Pour faire comprendre
ce paradoxe, Kripke prend un exemple mathématique très simple
(mais n'importe quelle autre activité pourrait servir d'exemple).
Comme la plupart des gens, vous utilisez le mot « plus » pour dénoter
l'addition. Comme vous n'avez effectué dans votre vie qu'un nombre
fini d'additions, il existe des nombres qui sont supérieurs à
tous les nombres que vous avez utilisés jusqu'à présent
dans vos calculs. Supposons, pour faire simple, que vous n'ayez jamais
effectué d'addition avec des nombres supérieurs à
57. Si maintenant vous effectuez par exemple le calcul suivant « 57 + 68 »,
vous obtiendrez « 125 » ; n'est-ce pas ?
Pourtant, qu'est-ce
qui vous garantit que vous avez utilisé la même règle
de calcul que celle utilisée dans vos calculs précédents
? Vous auriez très bien pu utiliser précédemment
une règle qui s'apparente à l'addition pour les nombres inférieurs
à 57, mais qui en diffère autrement.
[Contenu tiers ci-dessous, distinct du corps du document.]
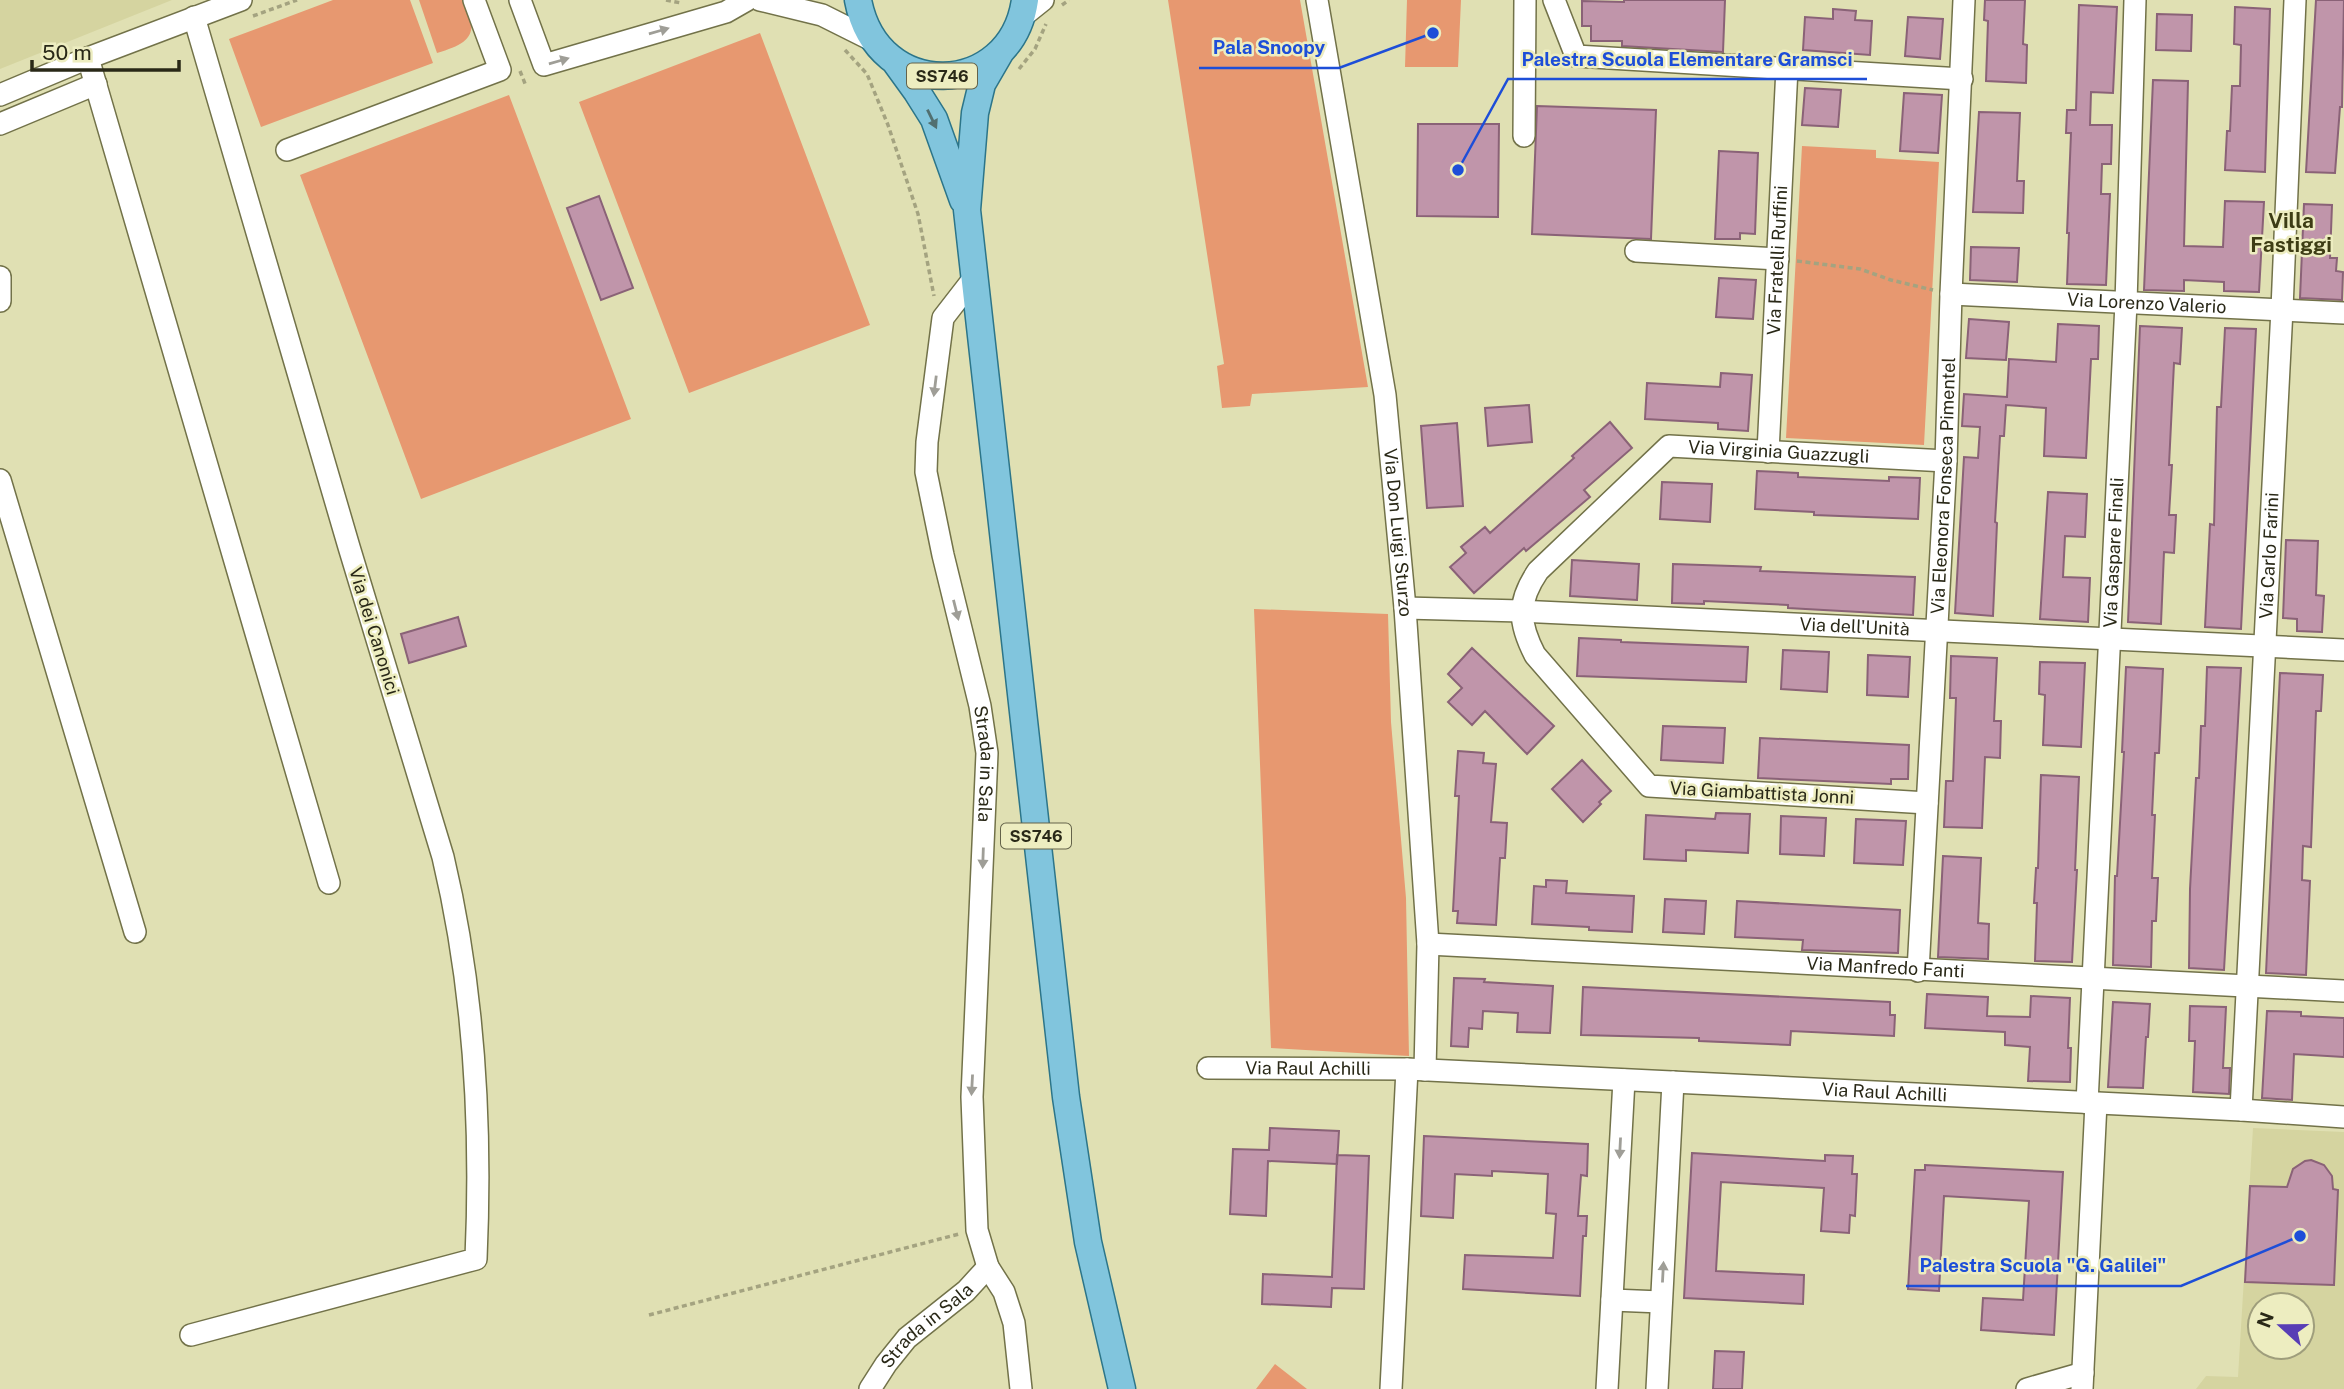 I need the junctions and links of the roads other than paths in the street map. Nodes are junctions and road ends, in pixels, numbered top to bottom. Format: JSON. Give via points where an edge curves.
{"nodes":[{"id":1,"x":242,"y":0,"type":"edge"},
{"id":2,"x":474,"y":0,"type":"edge"},
{"id":3,"x":520,"y":0,"type":"edge"},
{"id":4,"x":747,"y":0,"type":"edge"},
{"id":5,"x":760,"y":0,"type":"edge"},
{"id":6,"x":858,"y":0,"type":"edge"},
{"id":7,"x":1317,"y":0,"type":"edge"},
{"id":8,"x":1525,"y":0,"type":"edge"},
{"id":9,"x":1554,"y":0,"type":"edge"},
{"id":10,"x":1965,"y":0,"type":"edge"},
{"id":11,"x":2135,"y":0,"type":"edge"},
{"id":12,"x":2295,"y":0,"type":"edge"},
{"id":13,"x":1030,"y":5,"type":"edge"},
{"id":14,"x":194,"y":17,"type":"junction"},
{"id":15,"x":872,"y":40,"type":"junction"},
{"id":16,"x":1000,"y":53,"type":"junction"},
{"id":17,"x":88,"y":58,"type":"junction"},
{"id":18,"x":894,"y":62,"type":"junction"},
{"id":19,"x":1787,"y":68,"type":"junction"},
{"id":20,"x":1962,"y":79,"type":"junction"},
{"id":21,"x":96,"y":84,"type":"junction"},
{"id":22,"x":0,"y":95,"type":"edge"},
{"id":23,"x":0,"y":124,"type":"edge"},
{"id":24,"x":1524,"y":136,"type":"dead end"},
{"id":25,"x":287,"y":150,"type":"dead end"},
{"id":26,"x":967,"y":210,"type":"junction"},
{"id":27,"x":1636,"y":251,"type":"dead end"},
{"id":28,"x":1778,"y":259,"type":"junction"},
{"id":29,"x":0,"y":277,"type":"edge"},
{"id":30,"x":974,"y":278,"type":"junction"},
{"id":31,"x":1951,"y":294,"type":"junction"},
{"id":32,"x":0,"y":301,"type":"edge"},
{"id":33,"x":2126,"y":303,"type":"junction"},
{"id":34,"x":2282,"y":309,"type":"junction"},
{"id":35,"x":2344,"y":313,"type":"edge"},
{"id":36,"x":1768,"y":452,"type":"junction"},
{"id":37,"x":1946,"y":461,"type":"junction"},
{"id":38,"x":0,"y":480,"type":"edge"},
{"id":39,"x":1405,"y":608,"type":"junction"},
{"id":40,"x":1521,"y":611,"type":"junction"},
{"id":41,"x":1936,"y":630,"type":"junction"},
{"id":42,"x":2110,"y":640,"type":"junction"},
{"id":43,"x":2265,"y":648,"type":"junction"},
{"id":44,"x":2344,"y":650,"type":"edge"},
{"id":45,"x":1927,"y":803,"type":"junction"},
{"id":46,"x":329,"y":883,"type":"dead end"},
{"id":47,"x":135,"y":932,"type":"dead end"},
{"id":48,"x":1428,"y":944,"type":"junction"},
{"id":49,"x":1918,"y":971,"type":"junction"},
{"id":50,"x":2093,"y":979,"type":"junction"},
{"id":51,"x":2246,"y":987,"type":"junction"},
{"id":52,"x":2344,"y":991,"type":"edge"},
{"id":53,"x":1209,"y":1068,"type":"dead end"},
{"id":54,"x":1416,"y":1070,"type":"junction"},
{"id":55,"x":1624,"y":1080,"type":"junction"},
{"id":56,"x":1674,"y":1082,"type":"junction"},
{"id":57,"x":2092,"y":1103,"type":"junction"},
{"id":58,"x":2241,"y":1110,"type":"junction"},
{"id":59,"x":2344,"y":1117,"type":"edge"},
{"id":60,"x":988,"y":1267,"type":"junction"},
{"id":61,"x":1612,"y":1300,"type":"junction"},
{"id":62,"x":1661,"y":1302,"type":"junction"},
{"id":63,"x":191,"y":1335,"type":"dead end"},
{"id":64,"x":2083,"y":1381,"type":"edge"},
{"id":65,"x":870,"y":1389,"type":"edge"},
{"id":66,"x":1021,"y":1389,"type":"edge"},
{"id":67,"x":1122,"y":1389,"type":"edge"},
{"id":68,"x":1391,"y":1389,"type":"edge"},
{"id":69,"x":1607,"y":1389,"type":"edge"},
{"id":70,"x":1657,"y":1389,"type":"edge"},
{"id":71,"x":2027,"y":1389,"type":"edge"}],
"edges":[{"from":1,"to":14,"type":"street"},
{"from":2,"to":25,"type":"street","via":[[500,70]]},
{"from":3,"to":4,"type":"street","one_way":true,"via":[[544,65],[726,12]]},
{"from":5,"to":15,"type":"street","via":[[822,15]]},
{"from":6,"to":15,"type":"main road","number":"SS746"},
{"from":7,"to":39,"type":"street","name":"Via Don Luigi Sturzo","via":[[1385,395]]},
{"from":8,"to":24,"type":"street"},
{"from":9,"to":19,"type":"street","via":[[1576,56]]},
{"from":10,"to":20,"type":"street","name":"Via Eleonora Fonseca Pimentel"},
{"from":11,"to":33,"type":"street","name":"Via Gaspare Finali"},
{"from":12,"to":34,"type":"street","name":"Via Carlo Farini"},
{"from":13,"to":16,"type":"main road","number":"SS746"},
{"from":14,"to":17,"type":"street"},
{"from":14,"to":63,"type":"street","name":"Via dei Canonici","via":[[443,857],[455,907],[469,1020],[479,1194],[476,1259]]},
{"from":15,"to":18,"type":"main road","number":"SS746"},
{"from":16,"to":18,"type":"main road","number":"SS746","via":[[977,69],[949,76],[920,74]]},
{"from":16,"to":26,"type":"main road","number":"SS746","via":[[982,84],[975,113]]},
{"from":17,"to":21,"type":"street"},
{"from":17,"to":22,"type":"street"},
{"from":18,"to":26,"type":"main road","number":"SS746","one_way":true,"via":[[934,119]]},
{"from":19,"to":20,"type":"street"},
{"from":19,"to":28,"type":"street","name":"Via Fratelli Ruffini"},
{"from":20,"to":31,"type":"street","name":"Via Eleonora Fonseca Pimentel"},
{"from":21,"to":23,"type":"street"},
{"from":21,"to":46,"type":"street"},
{"from":26,"to":30,"type":"main road","number":"SS746"},
{"from":27,"to":28,"type":"street"},
{"from":28,"to":36,"type":"street","name":"Via Fratelli Ruffini"},
{"from":29,"to":32,"type":"street"},
{"from":30,"to":60,"type":"street","name":"Strada in Sala","one_way":true,"via":[[943,318],[926,472],[987,753],[971,1097],[977,1230]]},
{"from":30,"to":67,"type":"main road","number":"SS746","via":[[1066,1097],[1088,1242]]},
{"from":31,"to":33,"type":"street","name":"Via Lorenzo Valerio"},
{"from":31,"to":37,"type":"street","name":"Via Eleonora Fonseca Pimentel"},
{"from":33,"to":34,"type":"street","name":"Via Lorenzo Valerio"},
{"from":33,"to":42,"type":"street","name":"Via Gaspare Finali"},
{"from":34,"to":35,"type":"street","name":"Via Lorenzo Valerio"},
{"from":34,"to":43,"type":"street","name":"Via Carlo Farini"},
{"from":36,"to":37,"type":"street","name":"Via Virginia Guazzugli"},
{"from":36,"to":40,"type":"street","name":"Via Virginia Guazzugli","via":[[1669,446],[1538,571]]},
{"from":37,"to":41,"type":"street","name":"Via Eleonora Fonseca Pimentel"},
{"from":38,"to":47,"type":"street"},
{"from":39,"to":40,"type":"street","name":"Via dell'Unità"},
{"from":39,"to":48,"type":"street","name":"Via Don Luigi Sturzo"},
{"from":40,"to":41,"type":"street","name":"Via dell'Unità"},
{"from":40,"to":45,"type":"street","name":"Via Giambattista Jonni","via":[[1535,655],[1649,786]]},
{"from":41,"to":42,"type":"street","name":"Via dell'Unità"},
{"from":41,"to":45,"type":"street","name":"Via Eleonora Fonseca Pimentel"},
{"from":42,"to":43,"type":"street","name":"Via dell'Unità"},
{"from":42,"to":50,"type":"street","name":"Via Gaspare Finali"},
{"from":43,"to":44,"type":"street","name":"Via dell'Unità"},
{"from":43,"to":51,"type":"street","name":"Via Carlo Farini"},
{"from":45,"to":49,"type":"street","name":"Via Eleonora Fonseca Pimentel"},
{"from":48,"to":49,"type":"street","name":"Via Manfredo Fanti"},
{"from":48,"to":54,"type":"street","name":"Via Don Luigi Sturzo"},
{"from":49,"to":50,"type":"street","name":"Via Manfredo Fanti"},
{"from":50,"to":51,"type":"street","name":"Via Manfredo Fanti"},
{"from":50,"to":57,"type":"street","name":"Via Gaspare Finali"},
{"from":51,"to":52,"type":"street","name":"Via Manfredo Fanti"},
{"from":51,"to":58,"type":"street","name":"Via Carlo Farini"},
{"from":53,"to":54,"type":"street","name":"Via Raul Achilli"},
{"from":54,"to":55,"type":"street","name":"Via Raul Achilli"},
{"from":54,"to":68,"type":"street"},
{"from":55,"to":56,"type":"street","name":"Via Raul Achilli"},
{"from":55,"to":61,"type":"street","one_way":true},
{"from":56,"to":57,"type":"street","name":"Via Raul Achilli"},
{"from":62,"to":56,"type":"street","one_way":true},
{"from":57,"to":58,"type":"street","name":"Via Raul Achilli"},
{"from":57,"to":64,"type":"street"},
{"from":58,"to":59,"type":"street","name":"Via Raul Achilli"},
{"from":60,"to":65,"type":"street","name":"Strada in Sala","via":[[966,1291],[907,1338]]},
{"from":60,"to":66,"type":"street","name":"Strada in Sala","via":[[1004,1292],[1014,1323]]},
{"from":61,"to":62,"type":"street"},
{"from":61,"to":69,"type":"street"},
{"from":62,"to":70,"type":"street"},
{"from":64,"to":71,"type":"street"}]}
Appelons « quus » cette
règle. Ainsi « x quus y = x plus y »
si « x et y < 57 », et, par
exemple, « x quus y = 5 » autrement. Cela est effectivement possible puisque
vous n'avez, d'après notre hypothèse, jamais effectué
de calcul avec des nombres supérieurs à 57.
Absurde, allez-vous
dire. L'idée d'avoir, dans le passé, utilisé « quus »,
plutôt que « plus », vous paraît aberrante. Vous êtes en
effet tout à fait certain d'avoir utilisé l'addition (et
non la « quaddition ») dans vos calculs précédents, comme vous
êtes certain d'utiliser l'addition dans ce dernier calcul. L'idée
de mésinterpréter vos usages passés du calcul vous
paraît donc abracadabrante.
Le problème,
comme le montre Kripke, est qu'il est difficile de réfuter cette
idée en exhibant quelque fait relatif à votre passé
d'additionneur car votre certitude ne repose que sur vos expériences
et représentations mentales passées. Il vous paraît
clair que quand vous faites actuellement « 57 + 68 = 125 », vous utilisez
bien l'addition et non pas la quaddition. Mais, rien ne dit que vous utilisiez
effectivement « plus » dans le passé quand vous calculiez par exemple
« 2 plus 2 = 4 », puisque « 2 quus 2 = 4 » aussi.
Mais le paradoxe
ne s'arrête pas là. Une fois admis l'incertitude sur la règle
effectivement suivie dans vos calculs précédents, Kripke
montre que c'est la règle suivie lors de tous vos calculs qui est
incertaine. En effet, si dans le passé vous utilisiez la quaddition
plutôt que l'addition, maintenant que vous êtes questionné
sur la valeur de « 57 + 68 » vous devriez, pour être en conformité
avec vos calculs précédents, répondre « 5 » et non « 125 ».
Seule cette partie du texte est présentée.